» PROBLEM TO WORK ON: Copy every line of the data that includes the string "image".

MATERIAL FOR THE TASK START

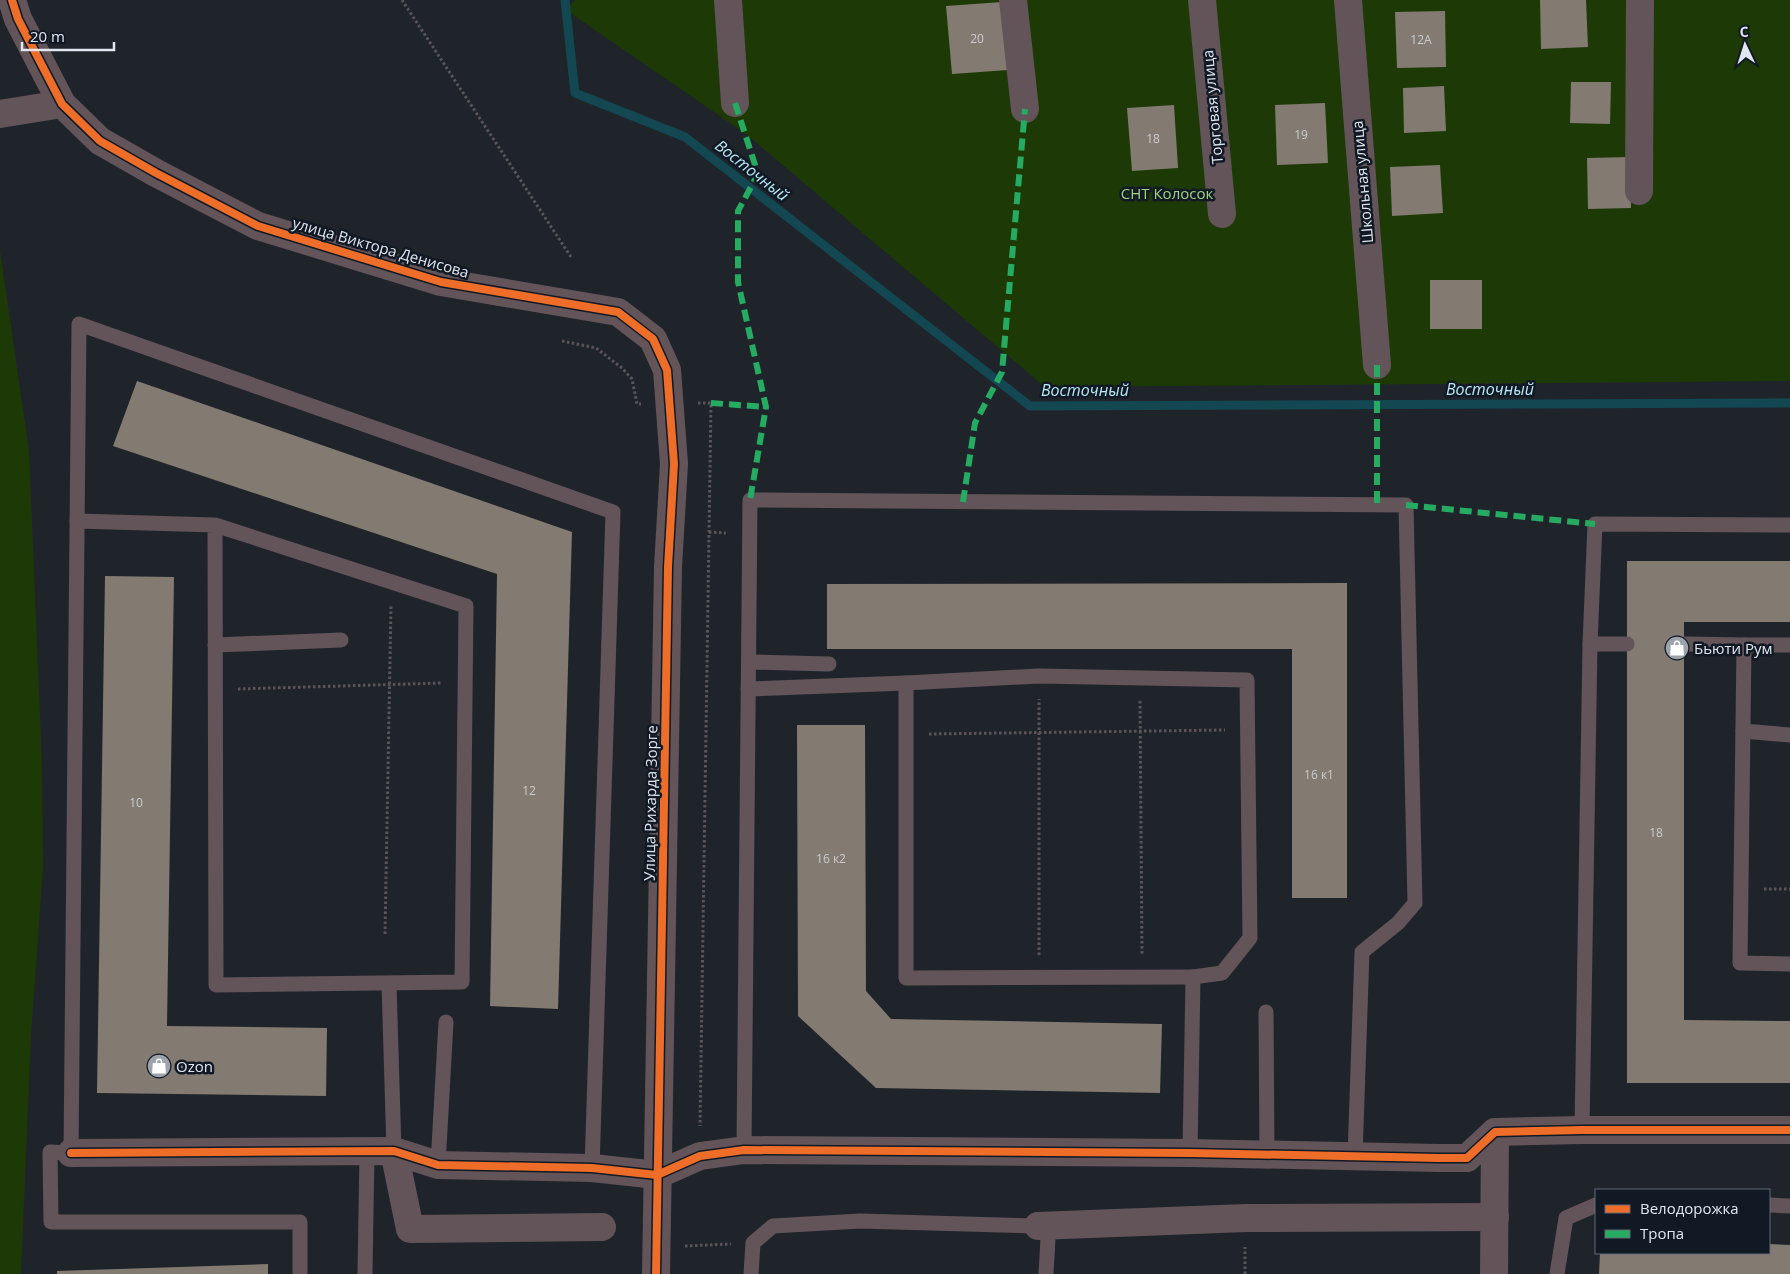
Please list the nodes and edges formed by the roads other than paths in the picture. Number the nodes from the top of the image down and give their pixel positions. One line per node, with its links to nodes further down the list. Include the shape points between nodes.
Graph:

MATERIAL FOR THE TASK END
MATERIAL FOR THE TASK START

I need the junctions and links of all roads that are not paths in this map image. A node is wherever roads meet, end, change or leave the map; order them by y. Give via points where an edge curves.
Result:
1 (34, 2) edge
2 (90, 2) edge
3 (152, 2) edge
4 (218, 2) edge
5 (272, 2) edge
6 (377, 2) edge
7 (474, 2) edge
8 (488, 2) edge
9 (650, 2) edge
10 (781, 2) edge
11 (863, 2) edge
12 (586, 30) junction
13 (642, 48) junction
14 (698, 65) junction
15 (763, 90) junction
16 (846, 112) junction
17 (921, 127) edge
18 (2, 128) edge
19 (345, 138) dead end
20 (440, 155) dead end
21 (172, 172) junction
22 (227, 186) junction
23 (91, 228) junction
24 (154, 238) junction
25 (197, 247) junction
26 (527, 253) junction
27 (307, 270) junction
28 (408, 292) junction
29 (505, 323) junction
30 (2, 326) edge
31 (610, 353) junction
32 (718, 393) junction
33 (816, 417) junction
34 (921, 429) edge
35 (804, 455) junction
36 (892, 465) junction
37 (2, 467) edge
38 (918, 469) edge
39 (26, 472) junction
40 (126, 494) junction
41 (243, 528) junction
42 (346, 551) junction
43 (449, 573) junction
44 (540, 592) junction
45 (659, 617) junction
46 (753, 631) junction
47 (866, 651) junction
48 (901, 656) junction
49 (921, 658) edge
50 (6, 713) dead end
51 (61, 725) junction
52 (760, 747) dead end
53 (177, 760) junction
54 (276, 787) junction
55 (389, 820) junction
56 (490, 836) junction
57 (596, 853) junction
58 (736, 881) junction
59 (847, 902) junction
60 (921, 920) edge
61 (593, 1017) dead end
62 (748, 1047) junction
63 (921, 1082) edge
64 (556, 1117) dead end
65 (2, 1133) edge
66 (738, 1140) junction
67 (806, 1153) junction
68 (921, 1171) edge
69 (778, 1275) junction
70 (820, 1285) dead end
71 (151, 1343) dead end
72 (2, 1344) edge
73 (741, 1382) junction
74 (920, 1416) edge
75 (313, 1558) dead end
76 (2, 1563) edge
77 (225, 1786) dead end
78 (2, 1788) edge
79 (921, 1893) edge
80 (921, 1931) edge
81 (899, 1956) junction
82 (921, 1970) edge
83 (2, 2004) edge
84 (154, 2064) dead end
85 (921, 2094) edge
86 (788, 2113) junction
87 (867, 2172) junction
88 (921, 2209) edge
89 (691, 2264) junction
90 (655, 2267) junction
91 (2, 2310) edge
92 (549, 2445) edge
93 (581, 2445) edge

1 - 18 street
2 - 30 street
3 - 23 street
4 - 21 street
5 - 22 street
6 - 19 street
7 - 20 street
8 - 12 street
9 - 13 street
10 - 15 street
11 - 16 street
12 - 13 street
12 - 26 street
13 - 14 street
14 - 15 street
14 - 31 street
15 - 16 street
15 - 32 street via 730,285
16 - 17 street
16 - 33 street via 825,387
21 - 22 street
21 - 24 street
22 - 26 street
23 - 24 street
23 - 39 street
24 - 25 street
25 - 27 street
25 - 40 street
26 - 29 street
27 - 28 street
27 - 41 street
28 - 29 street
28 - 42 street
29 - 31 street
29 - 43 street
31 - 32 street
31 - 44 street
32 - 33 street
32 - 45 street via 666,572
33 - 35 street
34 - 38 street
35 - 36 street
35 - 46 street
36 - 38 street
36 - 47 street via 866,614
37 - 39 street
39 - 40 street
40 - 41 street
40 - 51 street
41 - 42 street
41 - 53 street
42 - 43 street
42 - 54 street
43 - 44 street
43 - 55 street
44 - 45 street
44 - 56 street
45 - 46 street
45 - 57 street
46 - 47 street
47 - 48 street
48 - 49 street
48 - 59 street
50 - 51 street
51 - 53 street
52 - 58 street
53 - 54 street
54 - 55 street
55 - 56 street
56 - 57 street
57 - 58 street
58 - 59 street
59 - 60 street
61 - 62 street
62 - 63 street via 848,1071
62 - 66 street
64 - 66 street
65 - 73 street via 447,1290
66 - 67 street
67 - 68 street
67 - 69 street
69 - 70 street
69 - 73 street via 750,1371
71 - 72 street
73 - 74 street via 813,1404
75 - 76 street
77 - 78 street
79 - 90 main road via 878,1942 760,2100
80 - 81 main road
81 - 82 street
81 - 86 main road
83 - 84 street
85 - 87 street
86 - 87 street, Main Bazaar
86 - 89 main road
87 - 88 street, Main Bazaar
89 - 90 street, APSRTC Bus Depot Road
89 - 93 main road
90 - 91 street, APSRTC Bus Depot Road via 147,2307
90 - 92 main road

MATERIAL FOR THE TASK END
MATERIAL FOR THE TASK START

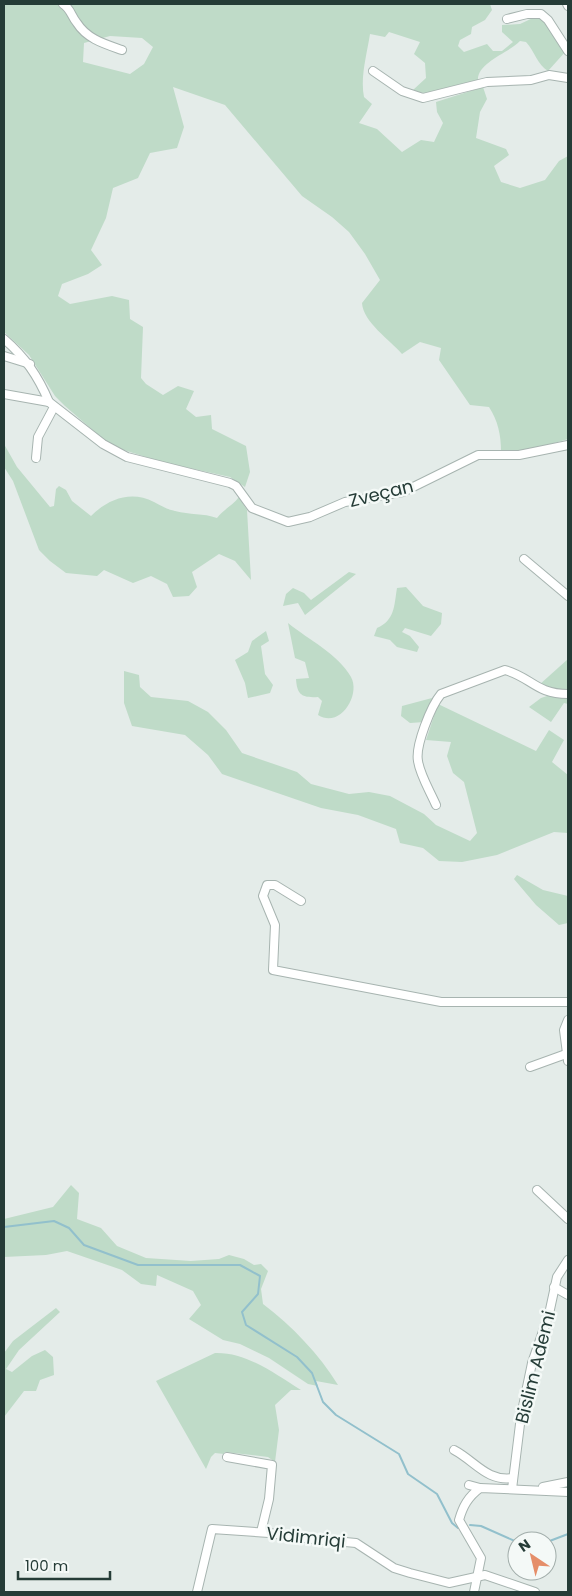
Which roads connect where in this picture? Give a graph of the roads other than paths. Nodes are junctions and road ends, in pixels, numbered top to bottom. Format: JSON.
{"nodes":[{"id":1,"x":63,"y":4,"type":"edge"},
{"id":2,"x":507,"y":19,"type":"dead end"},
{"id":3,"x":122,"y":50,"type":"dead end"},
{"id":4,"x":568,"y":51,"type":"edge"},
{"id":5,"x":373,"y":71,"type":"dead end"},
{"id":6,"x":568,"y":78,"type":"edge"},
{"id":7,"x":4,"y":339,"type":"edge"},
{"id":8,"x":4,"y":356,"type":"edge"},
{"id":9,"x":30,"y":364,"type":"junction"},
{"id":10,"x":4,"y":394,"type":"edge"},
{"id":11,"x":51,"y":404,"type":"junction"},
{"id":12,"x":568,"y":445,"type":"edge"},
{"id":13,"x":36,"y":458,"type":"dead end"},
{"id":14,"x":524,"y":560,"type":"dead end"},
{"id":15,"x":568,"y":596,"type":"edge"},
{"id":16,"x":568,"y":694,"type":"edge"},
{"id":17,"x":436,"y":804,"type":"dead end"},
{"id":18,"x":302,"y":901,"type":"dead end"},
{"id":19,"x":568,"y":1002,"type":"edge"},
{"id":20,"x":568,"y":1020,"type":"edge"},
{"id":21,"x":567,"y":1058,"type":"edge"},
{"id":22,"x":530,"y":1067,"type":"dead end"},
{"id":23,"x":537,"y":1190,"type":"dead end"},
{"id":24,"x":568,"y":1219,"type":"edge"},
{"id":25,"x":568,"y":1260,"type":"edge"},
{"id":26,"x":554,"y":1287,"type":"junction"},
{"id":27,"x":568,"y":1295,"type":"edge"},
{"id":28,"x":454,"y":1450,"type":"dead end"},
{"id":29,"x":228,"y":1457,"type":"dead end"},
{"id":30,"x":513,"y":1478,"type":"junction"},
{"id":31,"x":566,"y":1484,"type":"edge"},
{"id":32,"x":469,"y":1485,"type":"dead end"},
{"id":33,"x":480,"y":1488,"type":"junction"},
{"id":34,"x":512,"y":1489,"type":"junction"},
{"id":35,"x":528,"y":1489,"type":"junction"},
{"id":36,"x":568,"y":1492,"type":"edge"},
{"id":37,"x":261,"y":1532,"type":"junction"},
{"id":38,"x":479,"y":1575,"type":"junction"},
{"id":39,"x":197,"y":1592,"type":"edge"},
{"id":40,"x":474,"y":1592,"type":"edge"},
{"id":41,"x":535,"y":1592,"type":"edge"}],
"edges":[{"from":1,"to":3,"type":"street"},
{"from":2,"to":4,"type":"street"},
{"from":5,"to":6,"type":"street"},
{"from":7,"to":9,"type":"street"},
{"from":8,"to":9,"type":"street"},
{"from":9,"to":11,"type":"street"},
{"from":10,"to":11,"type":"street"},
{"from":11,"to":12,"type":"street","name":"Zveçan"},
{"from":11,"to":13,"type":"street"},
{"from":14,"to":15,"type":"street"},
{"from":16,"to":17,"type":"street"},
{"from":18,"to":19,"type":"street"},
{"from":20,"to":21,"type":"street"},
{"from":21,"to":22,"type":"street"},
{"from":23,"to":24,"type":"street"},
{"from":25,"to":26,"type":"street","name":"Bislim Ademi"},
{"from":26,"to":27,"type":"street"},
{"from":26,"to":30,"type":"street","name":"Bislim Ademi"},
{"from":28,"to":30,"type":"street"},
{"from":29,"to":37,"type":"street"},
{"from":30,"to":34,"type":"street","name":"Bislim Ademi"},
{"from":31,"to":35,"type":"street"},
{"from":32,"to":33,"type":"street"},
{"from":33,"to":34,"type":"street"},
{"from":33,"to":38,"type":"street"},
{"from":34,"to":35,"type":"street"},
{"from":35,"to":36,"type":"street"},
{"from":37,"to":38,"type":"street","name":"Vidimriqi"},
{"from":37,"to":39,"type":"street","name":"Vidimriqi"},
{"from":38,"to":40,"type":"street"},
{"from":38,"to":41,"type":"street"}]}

MATERIAL FOR THE TASK END

» ANSWER TO THIS TASK:
Please list the nodes and edges formed by the roads other than paths in the picture. Number the nodes from the top of the image down and give their pixel positions. One line per node, with its links to nodes further down the list. Include the shape points between nodes.
I need the junctions and links of all roads that are not paths in this map image. A node is wherever roads meet, end, change or leave the map; order them by y. Give via points where an edge curves.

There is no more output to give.